PETALING JAYA: Cyber attacks will continue to be a threat in the foreseeable future, but there are ways to put in place an adequate defence system to mitigate the risks.

According to cyber security experts, among the steps that can be taken are to have a team of highly specialised IT experts in-house, ensure regular software updates and take out insurance policies to cover possible damage.

They were commenting on a report last week that about 60,000 Microsoft Exchange email accounts worldwide had been attacked.

US officials claimed that the attacks were carried out by a China-backed hacking group known as Hafnium.

The group had allegedly broken into private and government computer networks through the widely used Exchange.

Criminologist and academic Shankar Durairaja told theSun that the primary objective of a cyber attack is to “steal” information from organisations involved in various disciplines such as infectious disease research, law, higher education and policy making.

“Small and medium size businesses are the most vulnerable given that many do not have the budget to mount proper defences. Often, they are unable to attract and recruit IT specialists or highly specialised cyber security experts.”

Cyber attacks can lead to loss of or damage to electronic data, losses through extortion, legal consequences, loss in income, damage to reputation and leakage of customers’ data that may result in scams and identity theft.”

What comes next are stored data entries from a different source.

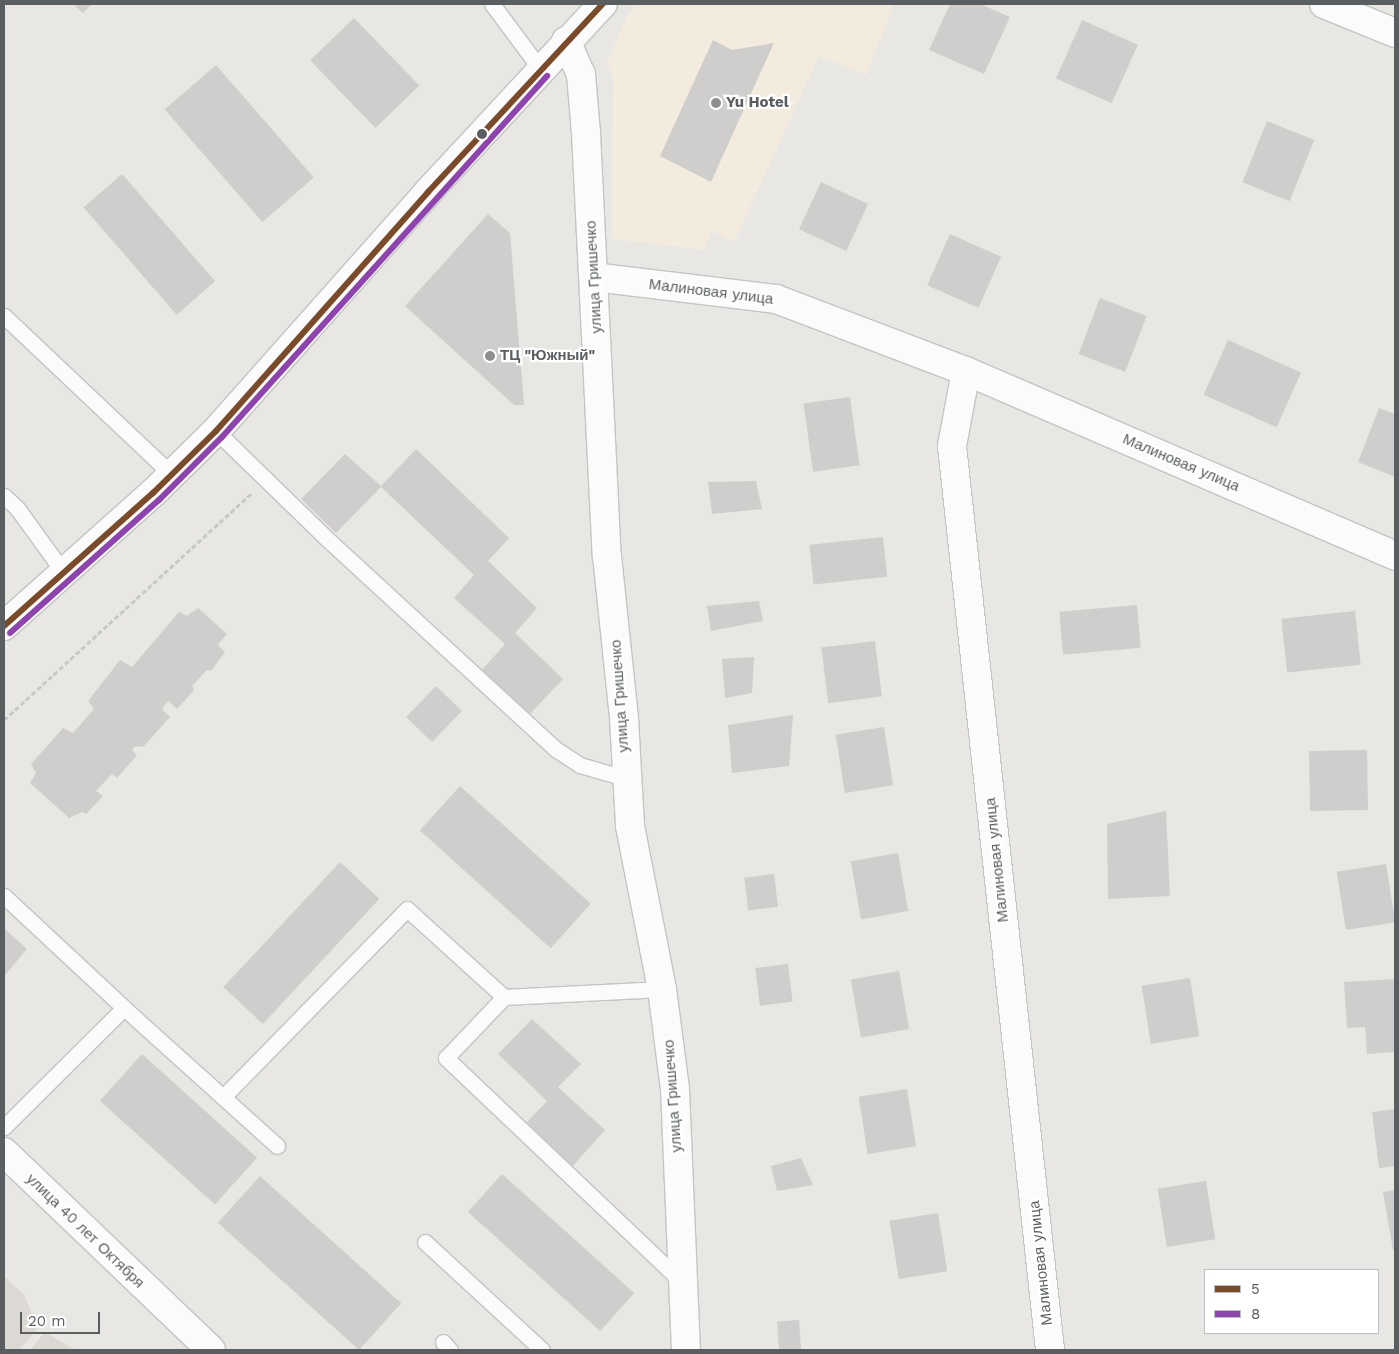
<!DOCTYPE html>
<meta charset="utf-8">
<style>
body{margin:0}
#map{position:relative;width:1399px;height:1354px;overflow:hidden;background:#e9e7e4;font-family:"Work Sans",sans-serif}
div>[style]{position:absolute}
.commercial>*{inset:0;background:#f2ebde}
.education>*{inset:0;background:#dcd9d4}
.building>*{inset:0;background:#cfcecd;transform-origin:0 0}
.path>*{height:3px;margin-top:-1.5px;transform-origin:0;background:repeating-linear-gradient(90deg,#c5c9c7 0 5px,transparent 0 7.5px)}
.roads{filter:drop-shadow(1px 0 #c3c4c4) drop-shadow(-1px 0 #c3c4c4) drop-shadow(0 1px #c3c4c4) drop-shadow(0 -1px #c3c4c4)}
.service>*{height:15px;margin:-7.5px;padding:0 7.5px;transform-origin:7.5px;border-radius:7.5px;background:#fcfbfb}
.minor>*{height:28px;margin:-14px;padding:0 14px;transform-origin:14px;border-radius:14px;background:#fcfbfb}
.tertiary>*{height:28px;margin:-14px;padding:0 14px;transform-origin:14px;border-radius:14px;background:#fcfbfb}
.bus-1>*{height:6px;margin:-3px;padding:0 3px;transform-origin:3px;border-radius:3px;background:#7a4b2a}
.bus-2>*{height:6px;margin:-3px;padding:0 3px;transform-origin:3px;border-radius:3px;background:#8e44ad}
.dots>*{width:14px;height:14px;translate:-50% -50%;box-sizing:border-box;border:2px solid #fff;border-radius:50%}
span{translate:-50% -50%;white-space:nowrap;text-align:center;line-height:1.15;-webkit-text-stroke:4.5px #fff;paint-order:stroke}
.poi-label{font-size:15px;color:#5a5e61;font-weight:700}
.left{translate:0 -50%;text-align:left}
.street-label{font-size:15px;color:#5a5e61}
.frame{position:absolute;inset:0;border:5px solid #5a5e61;pointer-events:none}
.legend{position:absolute;left:1204px;top:1269px;width:175px;height:65px;box-sizing:border-box;background:#fff;border:1px solid #bdbfc0;margin:0;padding:6px 9px;list-style:none;font-size:15px;color:#5a5e61}
.legend li{display:flex;align-items:center;gap:10px;height:25px}
.legend b{width:25px;border:1px solid #bdbfc0}
.scale{position:absolute;left:20px;top:1312px;width:80px;height:22px;box-sizing:border-box;border:2px solid #5a5e61;border-top:0;padding-left:6px;font-size:15px;line-height:18px;white-space:nowrap;color:#5a5e61;-webkit-text-stroke:4px #fff;paint-order:stroke}
</style>
<div id="map">
<div class="commercial">
<div style="clip-path:polygon(641px 4px,894px 4px,866px 75px,819px 56px,734px 242px,711px 231px,704px 250px,612px 239px,613px 78px,607px 63px,628px 14px)"></div>
</div>
<div class="education">
<div style="clip-path:polygon(4px 1276px,24px 1295px,38px 1328px,19px 1350px,4px 1350px)"></div>
<div style="clip-path:polygon(45px 1332px,76px 1350px,30px 1350px)"></div>
</div>
<div class="building">
<div style="clip-path:polygon(73px 4px,92px 4px,83px 13px)"></div>
<div style="clip-path:polygon(950px 4px,980px 4px,1010px 17px,984px 74px,929px 50px)"></div>
<div style="left:354px;top:18px;width:94px;height:61px;rotate:46deg"></div>
<div style="left:1082px;top:20px;width:61px;height:64px;rotate:24deg"></div>
<div style="clip-path:polygon(713px 40px,732px 50px,774px 43px,711px 182px,660px 156px)"></div>
<div style="left:216px;top:65px;width:149px;height:68px;rotate:49deg"></div>
<div style="left:1267px;top:121px;width:51px;height:66px;rotate:22deg"></div>
<div style="left:122px;top:174px;width:142px;height:51px;rotate:49deg"></div>
<div style="left:821px;top:182px;width:52px;height:52px;rotate:25deg"></div>
<div style="clip-path:polygon(488px 214px,510px 233px,524px 405px,514px 405px,405px 306px)"></div>
<div style="left:950px;top:234px;width:56px;height:56px;rotate:24deg"></div>
<div style="left:1100px;top:298px;width:50px;height:60px;rotate:21deg"></div>
<div style="left:1228px;top:340px;width:80px;height:60px;rotate:24deg"></div>
<div style="left:850px;top:397px;width:69px;height:47px;rotate:82deg"></div>
<div style="clip-path:polygon(1379px 408px,1395px 414px,1395px 477px,1358px 462px)"></div>
<div style="clip-path:polygon(416px 449px,509px 538px,488px 561px,537px 608px,515px 633px,563px 679px,528px 716px,482px 670px,505px 644px,454px 598px,474px 575px,381px 487px,336px 533px,301px 499px,345px 454px,381px 486px)"></div>
<div style="clip-path:polygon(756px 481px,762px 509px,712px 514px,708px 482px)"></div>
<div style="left:883px;top:537px;width:40px;height:74px;rotate:84deg"></div>
<div style="clip-path:polygon(759px 601px,763px 621px,711px 631px,707px 606px)"></div>
<div style="left:1137px;top:605px;width:43px;height:78px;rotate:85deg"></div>
<div style="clip-path:polygon(198px 608px,227px 634px,218px 645px,225px 652px,211px 671px,207px 670px,192px 686px,194px 690px,177px 709px,168px 701px,162px 709px,170px 717px,143px 747px,136px 746px,132px 750px,137px 755px,117px 778px,112px 774px,96px 791px,103px 796px,86px 814px,82px 812px,69px 818px,30px 783px,36px 773px,31px 764px,63px 728px,73px 733px,94px 709px,88px 701px,120px 660px,132px 667px,179px 612px,187px 616px)"></div>
<div style="left:1355px;top:611px;width:54px;height:74px;rotate:84deg"></div>
<div style="left:875px;top:641px;width:56px;height:54px;rotate:83deg"></div>
<div style="clip-path:polygon(754px 657px,752px 693px,725px 698px,722px 659px)"></div>
<div style="left:436px;top:686px;width:36px;height:43px;rotate:44deg"></div>
<div style="clip-path:polygon(793px 715px,789px 766px,732px 773px,728px 725px)"></div>
<div style="left:884px;top:727px;width:59px;height:49px;rotate:81deg"></div>
<div style="left:1367px;top:750px;width:60px;height:58px;rotate:89deg"></div>
<div style="left:460px;top:786px;width:176px;height:60px;rotate:42deg"></div>
<div style="clip-path:polygon(1166px 811px,1170px 896px,1108px 899px,1107px 824px)"></div>
<div style="left:898px;top:853px;width:59px;height:48px;rotate:80deg"></div>
<div style="left:340px;top:862px;width:54px;height:171px;rotate:43deg"></div>
<div style="left:1386px;top:864px;width:59px;height:50px;rotate:81deg"></div>
<div style="left:774px;top:874px;width:33px;height:30px;rotate:83deg"></div>
<div style="clip-path:polygon(4px 928px,27px 949px,4px 976px)"></div>
<div style="left:788px;top:964px;width:38px;height:33px;rotate:83deg"></div>
<div style="left:899px;top:971px;width:59px;height:49px;rotate:80deg"></div>
<div style="left:1190px;top:978px;width:59px;height:49px;rotate:81deg"></div>
<div style="clip-path:polygon(1395px 979px,1395px 1052px,1367px 1054px,1365px 1027px,1347px 1028px,1344px 982px)"></div>
<div style="clip-path:polygon(532px 1019px,581px 1064px,558px 1087px,605px 1130px,572px 1167px,527px 1122px,547px 1101px,498px 1054px)"></div>
<div style="left:142px;top:1054px;width:155px;height:63px;rotate:42deg"></div>
<div style="left:907px;top:1089px;width:58px;height:49px;rotate:81deg"></div>
<div style="clip-path:polygon(1395px 1109px,1395px 1166px,1379px 1168px,1372px 1112px)"></div>
<div style="clip-path:polygon(801px 1158px,813px 1185px,777px 1191px,771px 1166px)"></div>
<div style="left:502px;top:1174px;width:178px;height:51px;rotate:42deg"></div>
<div style="left:260px;top:1176px;width:190px;height:63px;rotate:42deg"></div>
<div style="left:1206px;top:1181px;width:59px;height:49px;rotate:81deg"></div>
<div style="clip-path:polygon(1395px 1190px,1395px 1249px,1393px 1250px,1383px 1192px)"></div>
<div style="left:938px;top:1213px;width:59px;height:49px;rotate:81deg"></div>
<div style="left:799px;top:1320px;width:30px;height:22px;rotate:86deg"></div>
</div>
<div class="path">
<div style="left:4px;top:720px;width:336px;rotate:-42.5deg"></div>
</div>
<div class="roads">
<div class="service">
<div style="left:492px;top:4px;width:82px;rotate:53.4deg"></div>
<div style="left:4px;top:316px;width:230px;rotate:43.4deg"></div>
<div style="left:216px;top:431px;width:152px;rotate:44.2deg"></div>
<div style="left:325px;top:537px;width:315px;rotate:42.6deg"></div>
<div style="left:557px;top:750px;width:27px;rotate:33deg"></div>
<div style="left:580px;top:765px;width:47px;rotate:16.1deg"></div>
<div style="left:4px;top:496px;width:18px;rotate:43deg"></div>
<div style="left:17px;top:508px;width:80px;rotate:54.1deg"></div>
<div style="left:4px;top:896px;width:164px;rotate:43deg"></div>
<div style="left:662px;top:989px;width:158px;rotate:177.1deg"></div>
<div style="left:504px;top:997px;width:84px;rotate:133.6deg"></div>
<div style="left:446px;top:1058px;width:325px;rotate:43.5deg"></div>
<div style="left:223px;top:1097px;width:263px;rotate:-45.6deg"></div>
<div style="left:407px;top:909px;width:131px;rotate:42.2deg"></div>
<div style="left:4px;top:1127px;width:169px;rotate:-44.8deg"></div>
<div style="left:124px;top:1008px;width:206px;rotate:42deg"></div>
<div style="left:425px;top:1242px;width:159px;rotate:42.7deg"></div>
<div style="left:443px;top:1342px;width:11px;rotate:49deg"></div>
</div>
<div class="minor">
<div style="left:1324px;top:4px;width:77px;rotate:22.2deg"></div>
<div style="left:566px;top:41px;width:36px;rotate:66deg"></div>
<div style="left:581px;top:74px;width:59px;rotate:85.2deg"></div>
<div style="left:586px;top:133px;width:424px;rotate:87.2deg"></div>
<div style="left:607px;top:556px;width:163px;rotate:84deg"></div>
<div style="left:624px;top:718px;width:108px;rotate:86.8deg"></div>
<div style="left:630px;top:826px;width:166px;rotate:78.9deg"></div>
<div style="left:662px;top:989px;width:101px;rotate:82.6deg"></div>
<div style="left:675px;top:1089px;width:261px;rotate:87.6deg"></div>
<div style="left:594px;top:277px;width:183px;rotate:6.9deg"></div>
<div style="left:776px;top:299px;width:203px;rotate:20.8deg"></div>
<div style="left:966px;top:371px;width:467px;rotate:23.3deg"></div>
<div style="left:966px;top:371px;width:76px;rotate:100.6deg"></div>
<div style="left:952px;top:446px;width:909px;rotate:83.81deg"></div>
<div style="left:4px;top:1152px;width:286px;rotate:43.7deg"></div>
</div>
<div class="tertiary">
<div style="left:4px;top:626px;width:200px;rotate:-41.8deg"></div>
<div style="left:153px;top:493px;width:88px;rotate:-44.5deg"></div>
<div style="left:216px;top:431px;width:319px;rotate:-48.4deg"></div>
<div style="left:428px;top:192px;width:257px;rotate:-47.1deg"></div>
</div>
</div>
<div class="bus-1">
<div style="left:4px;top:626px;width:200px;rotate:-41.8deg"></div>
<div style="left:153px;top:493px;width:88px;rotate:-44.5deg"></div>
<div style="left:216px;top:431px;width:319px;rotate:-48.4deg"></div>
<div style="left:428px;top:192px;width:257px;rotate:-47.1deg"></div>
</div>
<div class="bus-2">
<div style="left:10px;top:633px;width:200px;rotate:-41.8deg"></div>
<div style="left:159px;top:500px;width:89px;rotate:-45deg"></div>
<div style="left:222px;top:437px;width:486px;rotate:-48deg"></div>
</div>
<div class="dots">
<div style="left:716px;top:103px;background:#8c8e8f"></div>
<div style="left:482px;top:134px;background:#5a5e61"></div>
<div style="left:490px;top:356px;background:#8c8e8f"></div>
</div>
<div class="poi-label">
<span class="left" style="left:726px;top:103px">Yu Hotel</span>
<span class="left" style="left:500px;top:356px">ТЦ "Южный"</span>
</div>
<div class="street-label">
<span style="left:594px;top:277px;rotate:-93deg">улица Гришечко</span>
<span style="left:711px;top:292px;rotate:7deg">Малиновая улица</span>
<span style="left:1181px;top:463px;rotate:23deg">Малиновая улица</span>
<span style="left:620px;top:696px;rotate:-94deg">улица Гришечко</span>
<span style="left:997px;top:860px;rotate:-96deg">Малиновая улица</span>
<span style="left:673px;top:1096px;rotate:-94deg">улица Гришечко</span>
<span style="left:85px;top:1231px;rotate:44deg">улица 40 лет Октября</span>
<span style="left:1041px;top:1263px;rotate:-96deg">Малиновая улица</span>
</div>
<div class="frame"></div>
<ul class="legend">
<li><b style="height:6px;background:#7a4b2a"></b>5</li>
<li><b style="height:6px;background:#8e44ad"></b>8</li>
</ul>
<div class="scale">20 m</div>
</div>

Shankar added that effective cyber security management is “tedious and often leads to burnout”. He said, such threats change continuously, so finding the best tools and expertise is an ongoing challenge and a drain on resources.

He advised businesses to take cyber security as well as cyber liability insurance to mitigate the risks by offsetting some of the costs incurred for recovery.

Cyber security testing firm LGMS group chief executive officer Fong Choong-Fook said the actual number of victims could be much higher than officially stated, given that many organisations might have neglected reporting to the relevant authorities.

“Businesses need to be proactive in updating software to reduce risks. Staff must also be trained to prepare for future attacks.”

Fong said the latest attack would prompt corporations into rethinking the option of an on-site mail server over a cloud-managed version.

Cyber security expert and associate professor at Universiti Sains Malaysia, Dr Selvakumar Manickam, said in the case of the Microsoft Exchange attack, the hackers could have targeted two significant vulnerabilities.

“The attacks went on for years without Microsoft realising it. This is known as a zero-day attack.”

He believes that such vulnerabilities are not confined to Microsoft. “Other organisations that provide similar services are equally vulnerable.”

Selvakumar said many commercial organisations offering such services do not give enough priority to security. “They are more concerned about getting their software or services out to market quickly because it has an impact on revenue stream.”

Another obstacle to ensuring a robust service from the security standpoint is that it is arduous and costly, he added.

He cited the hack on global cyber security solutions provider Solarwinds in December last year to illustrate the point that no organisation is impervious to cyber threats.

Selvakumar said to ensure a robust system, businesses could hire “white hats” (industry term for ethical hackers) to look for vulnerabilities so that they can be addressed before the “black hats” (cyber criminals) exploit them.

“Do it before the software or service goes public.”